I just entered a competition for tips on saving money at the show. - TopicsExpress



          

I just entered a competition for tips on saving money at the show. Here was my answer: Make your own Royal Show at home with these simple tips... Sure to keep even the most demanding children completely happy: 1. Make your own Ferris wheel out of an old trampoline. Tip on side. Strap on some old chairs. Hours of free fun. 2. Make your own Dagwood dogs. Hotdog. On stick. Dip in sauce. Kids will be over the moon. 3. Get five family members you dont particularly like. Paint their faces like a clown. Line them up. Tell them to pretend theyre watching a tennis game. Get your kids to take turns sticking ping pong balls that youve painted red in their mouths. Enjoyment for all involved guaranteed. 4. I like to call this the Easy Pet Barn. Ask your neighbours to bring their dogs and cats over for an hour. Cover the loungeroom floor in hay. Let all animals roam free, including your kids. It may smell. 5. Enlist the help of Holden Commodore Club of (preferably) up North somewhere. Tell them they can do drifting/burnouts in your street for half an hour. Create a barrier or fence that you dont mind your children hanging over dangerously. Stand to the side of your children and throw dirt all over them as the cars go past. It will be just like youre at the real thing. 6. Visit the Reject Shop and buy some sparklers. Let your kids set them all of at the same time. Video this with a camera up close. Play back on tv in darkened room. Put the aircon on so its freezing cold, drape a blanket around your kids shoulders and put some sort of stupid novelty hat they will never wear again on their head. Huddle together and press play. 7. Walk the neighbourhood, shivering in the cold until your feet are so sore you can barely move. Go home. Breathe a sigh of relief the Royal Show is over for another year, and smile because you didnt spend a cent!!!!! Oh and if your kids have to have a showbag, get a few old shopping bags, fill them with broken and shit toys, write something on the front in a thick texta, hang them from the ceiling.
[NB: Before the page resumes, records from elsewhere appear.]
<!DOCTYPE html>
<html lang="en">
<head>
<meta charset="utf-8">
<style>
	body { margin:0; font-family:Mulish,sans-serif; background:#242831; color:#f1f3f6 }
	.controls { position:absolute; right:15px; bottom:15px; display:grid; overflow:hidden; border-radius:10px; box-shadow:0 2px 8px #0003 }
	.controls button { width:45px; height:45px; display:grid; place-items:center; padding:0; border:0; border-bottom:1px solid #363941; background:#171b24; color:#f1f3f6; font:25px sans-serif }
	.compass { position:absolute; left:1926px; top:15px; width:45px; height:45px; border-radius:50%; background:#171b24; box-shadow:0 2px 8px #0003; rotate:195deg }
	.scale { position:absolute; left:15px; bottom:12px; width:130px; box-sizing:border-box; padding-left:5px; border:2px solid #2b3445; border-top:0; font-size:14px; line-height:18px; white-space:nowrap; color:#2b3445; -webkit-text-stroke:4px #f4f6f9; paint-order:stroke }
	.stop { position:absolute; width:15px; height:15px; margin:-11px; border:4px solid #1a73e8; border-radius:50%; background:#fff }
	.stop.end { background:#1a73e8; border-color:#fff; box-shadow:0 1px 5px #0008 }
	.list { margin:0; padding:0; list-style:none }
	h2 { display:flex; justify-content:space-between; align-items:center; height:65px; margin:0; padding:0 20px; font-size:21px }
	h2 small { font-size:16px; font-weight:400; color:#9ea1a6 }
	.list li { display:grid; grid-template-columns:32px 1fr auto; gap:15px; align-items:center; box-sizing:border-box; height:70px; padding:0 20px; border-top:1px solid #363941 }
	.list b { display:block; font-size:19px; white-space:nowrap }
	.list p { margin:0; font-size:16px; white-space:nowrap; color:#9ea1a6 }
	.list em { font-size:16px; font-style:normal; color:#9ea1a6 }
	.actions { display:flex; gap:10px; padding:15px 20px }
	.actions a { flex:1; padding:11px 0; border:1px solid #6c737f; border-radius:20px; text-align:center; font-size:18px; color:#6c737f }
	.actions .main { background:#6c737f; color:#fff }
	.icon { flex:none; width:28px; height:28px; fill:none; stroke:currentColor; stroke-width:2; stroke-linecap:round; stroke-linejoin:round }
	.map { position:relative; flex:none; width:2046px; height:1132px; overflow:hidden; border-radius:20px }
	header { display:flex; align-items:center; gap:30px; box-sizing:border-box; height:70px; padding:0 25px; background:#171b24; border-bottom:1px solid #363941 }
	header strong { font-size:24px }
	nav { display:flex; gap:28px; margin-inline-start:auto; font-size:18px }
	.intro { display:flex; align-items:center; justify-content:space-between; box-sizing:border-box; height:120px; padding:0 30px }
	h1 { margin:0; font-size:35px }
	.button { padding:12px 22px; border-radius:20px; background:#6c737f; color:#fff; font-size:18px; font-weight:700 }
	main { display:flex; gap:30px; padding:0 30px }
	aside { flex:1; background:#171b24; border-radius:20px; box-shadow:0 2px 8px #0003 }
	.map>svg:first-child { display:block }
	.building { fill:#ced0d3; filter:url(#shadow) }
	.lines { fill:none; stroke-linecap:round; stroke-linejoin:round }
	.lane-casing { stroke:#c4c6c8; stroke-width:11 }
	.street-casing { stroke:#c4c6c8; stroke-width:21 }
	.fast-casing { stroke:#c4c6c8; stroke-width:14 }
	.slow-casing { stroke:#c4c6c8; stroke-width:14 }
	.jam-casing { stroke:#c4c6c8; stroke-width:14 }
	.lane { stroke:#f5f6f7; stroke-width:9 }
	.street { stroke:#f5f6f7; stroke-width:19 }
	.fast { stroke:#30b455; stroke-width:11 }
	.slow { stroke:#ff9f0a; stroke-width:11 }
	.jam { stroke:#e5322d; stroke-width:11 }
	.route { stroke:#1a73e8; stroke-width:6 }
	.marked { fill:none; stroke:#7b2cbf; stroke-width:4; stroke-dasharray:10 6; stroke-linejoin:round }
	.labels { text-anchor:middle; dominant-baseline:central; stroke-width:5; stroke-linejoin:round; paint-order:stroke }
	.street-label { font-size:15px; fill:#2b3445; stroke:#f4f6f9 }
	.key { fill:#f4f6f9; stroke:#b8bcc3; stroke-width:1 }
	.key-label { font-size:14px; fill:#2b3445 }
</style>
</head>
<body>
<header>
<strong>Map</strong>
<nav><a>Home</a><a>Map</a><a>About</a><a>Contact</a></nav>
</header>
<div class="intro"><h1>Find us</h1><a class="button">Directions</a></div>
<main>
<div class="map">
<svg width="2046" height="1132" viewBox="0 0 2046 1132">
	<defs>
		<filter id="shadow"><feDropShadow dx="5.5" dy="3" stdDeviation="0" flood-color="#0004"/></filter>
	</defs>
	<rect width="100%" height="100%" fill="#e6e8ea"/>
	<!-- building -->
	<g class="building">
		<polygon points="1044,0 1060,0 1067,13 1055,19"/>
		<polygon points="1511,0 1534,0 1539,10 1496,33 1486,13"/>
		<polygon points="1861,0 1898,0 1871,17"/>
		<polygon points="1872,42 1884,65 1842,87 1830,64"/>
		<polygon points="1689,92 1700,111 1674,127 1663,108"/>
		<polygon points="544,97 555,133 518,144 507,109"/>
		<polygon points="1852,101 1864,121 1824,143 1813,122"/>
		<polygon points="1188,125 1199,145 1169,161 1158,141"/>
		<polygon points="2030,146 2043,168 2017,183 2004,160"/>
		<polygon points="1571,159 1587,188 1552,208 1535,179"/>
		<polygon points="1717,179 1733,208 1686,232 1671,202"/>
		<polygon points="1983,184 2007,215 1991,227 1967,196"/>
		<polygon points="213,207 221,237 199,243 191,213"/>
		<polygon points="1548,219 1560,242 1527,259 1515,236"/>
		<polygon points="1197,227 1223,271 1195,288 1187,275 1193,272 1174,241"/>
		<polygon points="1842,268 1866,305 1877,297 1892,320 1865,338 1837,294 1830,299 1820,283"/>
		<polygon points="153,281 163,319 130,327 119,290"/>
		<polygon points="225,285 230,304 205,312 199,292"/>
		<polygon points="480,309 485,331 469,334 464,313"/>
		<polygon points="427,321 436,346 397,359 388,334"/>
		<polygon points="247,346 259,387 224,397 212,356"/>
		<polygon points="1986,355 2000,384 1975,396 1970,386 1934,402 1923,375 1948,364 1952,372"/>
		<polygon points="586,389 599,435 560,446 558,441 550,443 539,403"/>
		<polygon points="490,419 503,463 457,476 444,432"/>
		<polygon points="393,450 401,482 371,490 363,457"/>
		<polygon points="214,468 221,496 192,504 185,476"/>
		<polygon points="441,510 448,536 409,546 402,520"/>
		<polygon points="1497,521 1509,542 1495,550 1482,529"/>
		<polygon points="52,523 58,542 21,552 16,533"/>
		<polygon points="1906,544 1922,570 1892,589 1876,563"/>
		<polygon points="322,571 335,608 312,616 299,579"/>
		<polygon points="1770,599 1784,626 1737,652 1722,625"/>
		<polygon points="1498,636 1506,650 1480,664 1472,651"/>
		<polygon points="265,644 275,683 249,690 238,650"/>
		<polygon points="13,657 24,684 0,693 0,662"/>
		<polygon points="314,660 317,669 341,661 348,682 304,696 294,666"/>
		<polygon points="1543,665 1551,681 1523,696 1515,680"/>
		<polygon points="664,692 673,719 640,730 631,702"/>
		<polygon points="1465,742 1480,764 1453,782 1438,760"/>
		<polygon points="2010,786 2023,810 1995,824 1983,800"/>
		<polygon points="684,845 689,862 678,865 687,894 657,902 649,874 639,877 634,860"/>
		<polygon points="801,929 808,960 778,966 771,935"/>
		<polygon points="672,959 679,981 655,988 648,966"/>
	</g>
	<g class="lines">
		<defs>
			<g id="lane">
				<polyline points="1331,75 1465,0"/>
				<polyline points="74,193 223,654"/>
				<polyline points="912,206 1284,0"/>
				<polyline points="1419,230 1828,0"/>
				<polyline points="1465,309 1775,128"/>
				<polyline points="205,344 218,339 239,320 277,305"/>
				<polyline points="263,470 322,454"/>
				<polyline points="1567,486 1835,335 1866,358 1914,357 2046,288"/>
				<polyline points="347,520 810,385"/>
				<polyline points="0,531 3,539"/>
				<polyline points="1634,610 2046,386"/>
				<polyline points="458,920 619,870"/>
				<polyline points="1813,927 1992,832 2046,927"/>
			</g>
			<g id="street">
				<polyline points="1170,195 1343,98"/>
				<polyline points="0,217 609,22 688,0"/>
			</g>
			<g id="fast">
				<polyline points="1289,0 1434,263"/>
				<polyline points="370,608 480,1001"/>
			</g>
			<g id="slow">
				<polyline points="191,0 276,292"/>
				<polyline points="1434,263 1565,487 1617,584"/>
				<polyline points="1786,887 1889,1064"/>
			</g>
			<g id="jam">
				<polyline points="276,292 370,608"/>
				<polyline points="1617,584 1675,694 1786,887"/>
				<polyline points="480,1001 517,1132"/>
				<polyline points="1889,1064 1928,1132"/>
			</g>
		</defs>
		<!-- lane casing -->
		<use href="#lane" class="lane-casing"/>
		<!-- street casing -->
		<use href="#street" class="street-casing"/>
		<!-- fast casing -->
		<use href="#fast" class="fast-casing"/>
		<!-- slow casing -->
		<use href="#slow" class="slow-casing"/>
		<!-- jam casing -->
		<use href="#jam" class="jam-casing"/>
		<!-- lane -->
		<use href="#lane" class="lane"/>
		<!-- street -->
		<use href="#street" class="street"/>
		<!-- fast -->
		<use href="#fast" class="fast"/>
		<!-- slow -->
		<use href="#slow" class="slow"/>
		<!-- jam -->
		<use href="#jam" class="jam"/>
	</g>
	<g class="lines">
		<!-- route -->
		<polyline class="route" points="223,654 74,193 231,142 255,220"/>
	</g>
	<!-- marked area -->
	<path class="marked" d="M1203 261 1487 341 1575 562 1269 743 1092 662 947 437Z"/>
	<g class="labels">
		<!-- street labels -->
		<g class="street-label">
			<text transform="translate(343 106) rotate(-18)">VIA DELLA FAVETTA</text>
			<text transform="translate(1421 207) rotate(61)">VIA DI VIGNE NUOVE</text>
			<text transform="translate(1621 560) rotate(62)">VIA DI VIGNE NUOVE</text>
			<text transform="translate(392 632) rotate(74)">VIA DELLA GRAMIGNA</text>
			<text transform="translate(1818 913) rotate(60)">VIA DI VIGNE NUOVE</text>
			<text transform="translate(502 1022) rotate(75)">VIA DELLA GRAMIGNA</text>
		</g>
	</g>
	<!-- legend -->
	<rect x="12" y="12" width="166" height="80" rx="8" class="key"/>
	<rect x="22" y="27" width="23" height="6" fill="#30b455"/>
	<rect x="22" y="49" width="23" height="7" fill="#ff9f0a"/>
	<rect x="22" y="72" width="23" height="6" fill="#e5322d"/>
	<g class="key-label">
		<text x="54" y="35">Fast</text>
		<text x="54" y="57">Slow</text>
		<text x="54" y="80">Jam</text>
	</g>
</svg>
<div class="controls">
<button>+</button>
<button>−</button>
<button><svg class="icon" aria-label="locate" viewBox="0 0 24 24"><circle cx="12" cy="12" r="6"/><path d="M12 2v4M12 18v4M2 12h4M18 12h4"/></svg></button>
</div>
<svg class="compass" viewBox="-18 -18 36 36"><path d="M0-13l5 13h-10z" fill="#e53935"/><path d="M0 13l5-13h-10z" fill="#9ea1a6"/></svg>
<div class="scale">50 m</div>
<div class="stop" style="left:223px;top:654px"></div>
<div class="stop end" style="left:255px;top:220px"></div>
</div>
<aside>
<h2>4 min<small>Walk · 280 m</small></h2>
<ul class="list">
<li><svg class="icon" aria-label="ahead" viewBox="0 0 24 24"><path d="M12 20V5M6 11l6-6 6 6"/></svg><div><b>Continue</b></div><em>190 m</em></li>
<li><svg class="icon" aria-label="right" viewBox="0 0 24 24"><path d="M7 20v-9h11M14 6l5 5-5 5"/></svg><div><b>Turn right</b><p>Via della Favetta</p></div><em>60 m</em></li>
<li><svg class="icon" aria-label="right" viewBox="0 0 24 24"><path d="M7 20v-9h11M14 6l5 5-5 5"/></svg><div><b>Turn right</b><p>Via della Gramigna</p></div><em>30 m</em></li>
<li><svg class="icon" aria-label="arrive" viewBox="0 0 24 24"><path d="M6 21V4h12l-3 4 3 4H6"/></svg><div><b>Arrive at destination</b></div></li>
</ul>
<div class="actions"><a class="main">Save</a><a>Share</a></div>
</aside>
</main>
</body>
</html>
Get your kids to walk in circles whinging, bickering and moaning for at least an hour, while you tread on their toes and bump into them (pretending to be member of general public) Ask them repeatedly to point at which ones they want, while they say I dont know over and over again until someone cries. When everyone is having the most awful time, and you feel like a vodka finally get them down with a stick. Xxx Good Luck!